And so you mentioned, we were talking about GDP as sort of the way to measure this. And you said, well, all this stuff is free these days, doesn't contribute to GDP in the traditional ways that you measure it. So you're king of the world for a day. How do you actually measure progress?
Well, that's a really hard question because there's aspects of well-being and other, but we are trying to make a dent in one piece of it. So we've introduced a tool called GDP-B. The B stands for measuring the benefits rather than the costs. So, you know, ChatGPT, even the free version or Wikipedia could create a lot of value for a person even if they pay zero. So what we are doing is doing millions of online choice experiments where we ask how much do we have to pay you to stop using this for a month or a week or a different amount of time? And we sum up all those values. Some people you have to pay a lot, some you don't have to pay that much, and you get a demand curve for what the value of that good is. Now you're getting an estimate, this is a room of economists, of consumer surplus, and that is a measure of the welfare contribution. So we are... Actually, on March 14th, we'll be unveiling some new results looking at the consumer surplus from a whole set of digital goods and a whole set of non-digital goods. It's meant to be a representative market basket of what's in the economy. We can put those alongside the GDP numbers and start understanding, you know, not just where we're spending money, but where we're getting value. And my hope, you know, to answer your question is that, you know, we'll be able to do that on, like I say, a quarterly basis and start having a metric that is suitable for the digital economy similar to what GDP was for the previous economy.

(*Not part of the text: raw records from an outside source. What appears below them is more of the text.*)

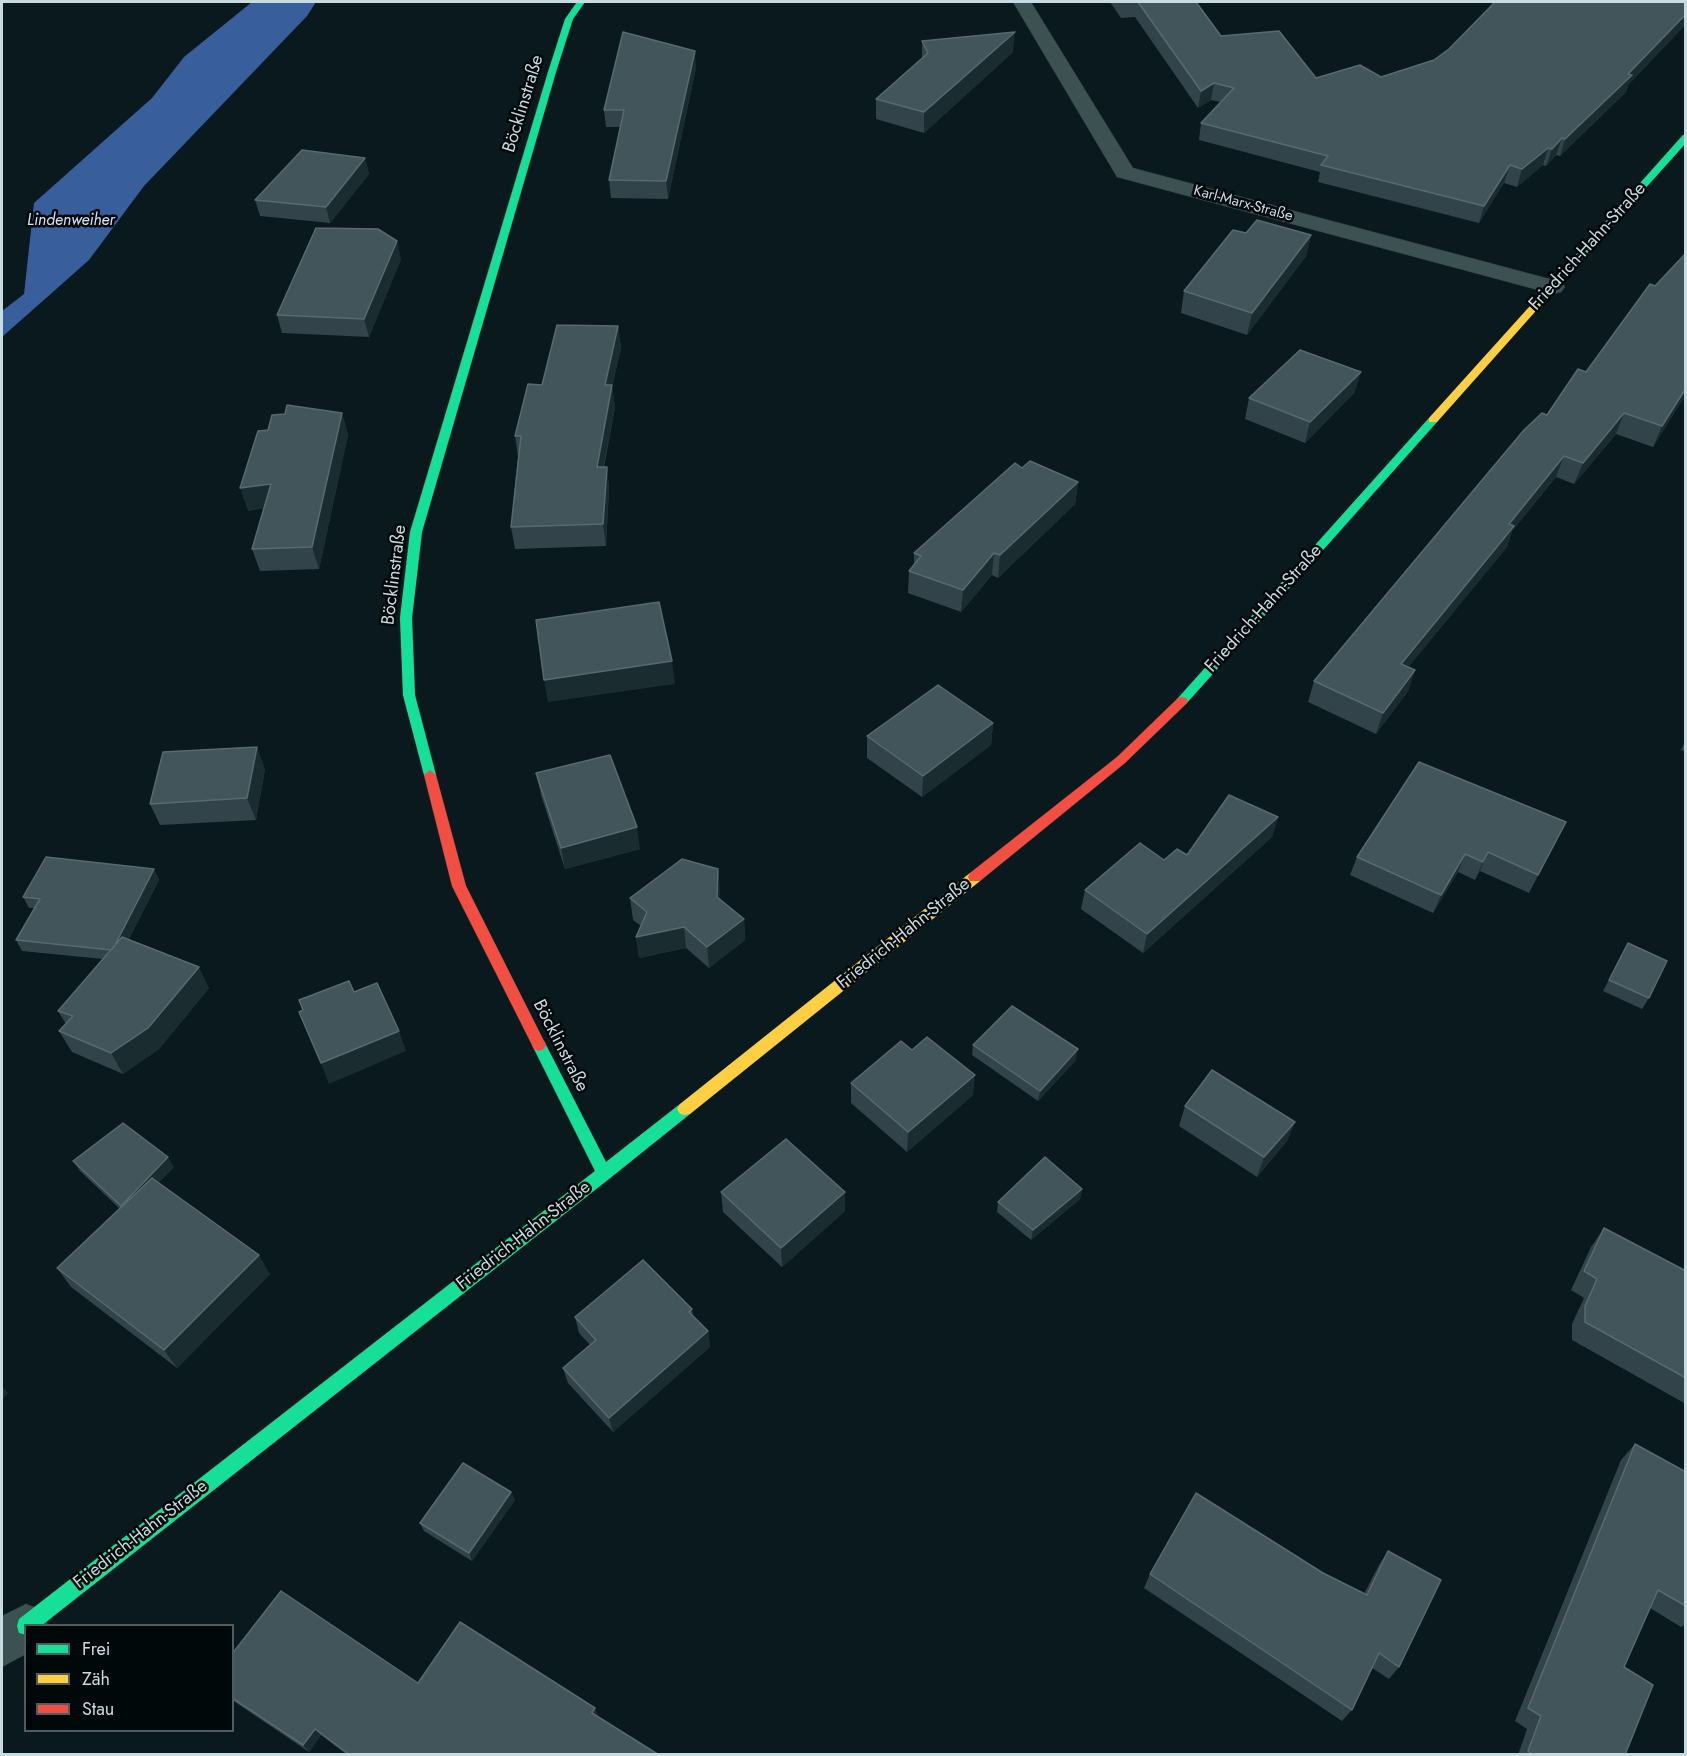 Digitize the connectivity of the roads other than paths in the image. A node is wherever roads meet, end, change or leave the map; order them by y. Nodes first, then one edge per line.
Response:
1 (581, 2) edge
2 (1022, 2) edge
3 (1686, 137) edge
4 (1553, 287) junction
5 (604, 1174) junction
6 (29, 1624) edge
7 (24, 1628) edge
8 (2, 1644) edge

1 - 5 street, Böcklinstraße
2 - 4 street, Karl-Marx-Straße
3 - 4 street, Friedrich-Hahn-Straße
4 - 5 street, Friedrich-Hahn-Straße
5 - 6 street, Friedrich-Hahn-Straße
7 - 8 street, Friedrich-Hahn-Straße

So maybe we'll switch gears a little bit. You look at the history of diffusion of technologies. There's some new modality, you know, I'd say in media, and what people do is take what they know from the current form of media and apply it, just like copy it over to the current one. So, you know, there's TV. How do you advertise on TV? The first thing you do is you get some people standing on a stage reading their radio ads, you know, right? And then eventually, to your point about going from steam to electricity, people figure out the ways to actually use the new technology and things change. So maybe one interesting analogy or interesting angle on this with AI is the ways that we benchmark AI today, we have these evals that kind of correspond to the way that we operate today. So, you know, we measure intelligence of our models through things like GPQA, which is a benchmark that basically looks at graduate level reasoning across a whole bunch of range, you know, a whole bunch of different graduate science fields and says, how does the model do as if it were
talented grad student having to pass the equivalent of quals relative to every other grad student. And it turns out, does really well. But there are these human measures of intelligence. That's not necessarily the right way to think about some of these models.
Maybe they're intelligent in totally different ways. I know you've done some thinking about this. I think it's fascinating. This is a really important question, one that I hope people in the room can contribute to, because it's totally understandable and natural that we look at human intelligence as kind of the benchmark.

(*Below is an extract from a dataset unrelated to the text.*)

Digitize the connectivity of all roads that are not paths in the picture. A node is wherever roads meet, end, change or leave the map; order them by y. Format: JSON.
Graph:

But if you think more carefully, and kind of a pet peeve I have is the way OpenAI defines AGI, general intelligence. You kind of map it to human intelligence. And with all due respect to my fellow humans, we are not the most general kind of intelligence.
My calculator can do a lot of things that I can't do. Google can search billions of documents. Even chimpanzees have better short-term memory than humans do, and bats can do echolocation. There's all sorts of other kinds of intelligence.
And what I'd like to see is a truly general set of benchmarks, instead of just mapping people onto humans. And it's not just an intellectual debate. It has to do with the direction of technology, because you guys are so good at hitting and saturating those benchmarks when somebody publishes one, that in a sense, the benchmarks are steering technology.
And they're steering it towards matching humans. And economists know that if you make something a close substitute, it tends to drive down the wages, drive down the price of that substitute. But if you make something a complement, something that makes the other, if A is a complement to B, then it makes B more valuable.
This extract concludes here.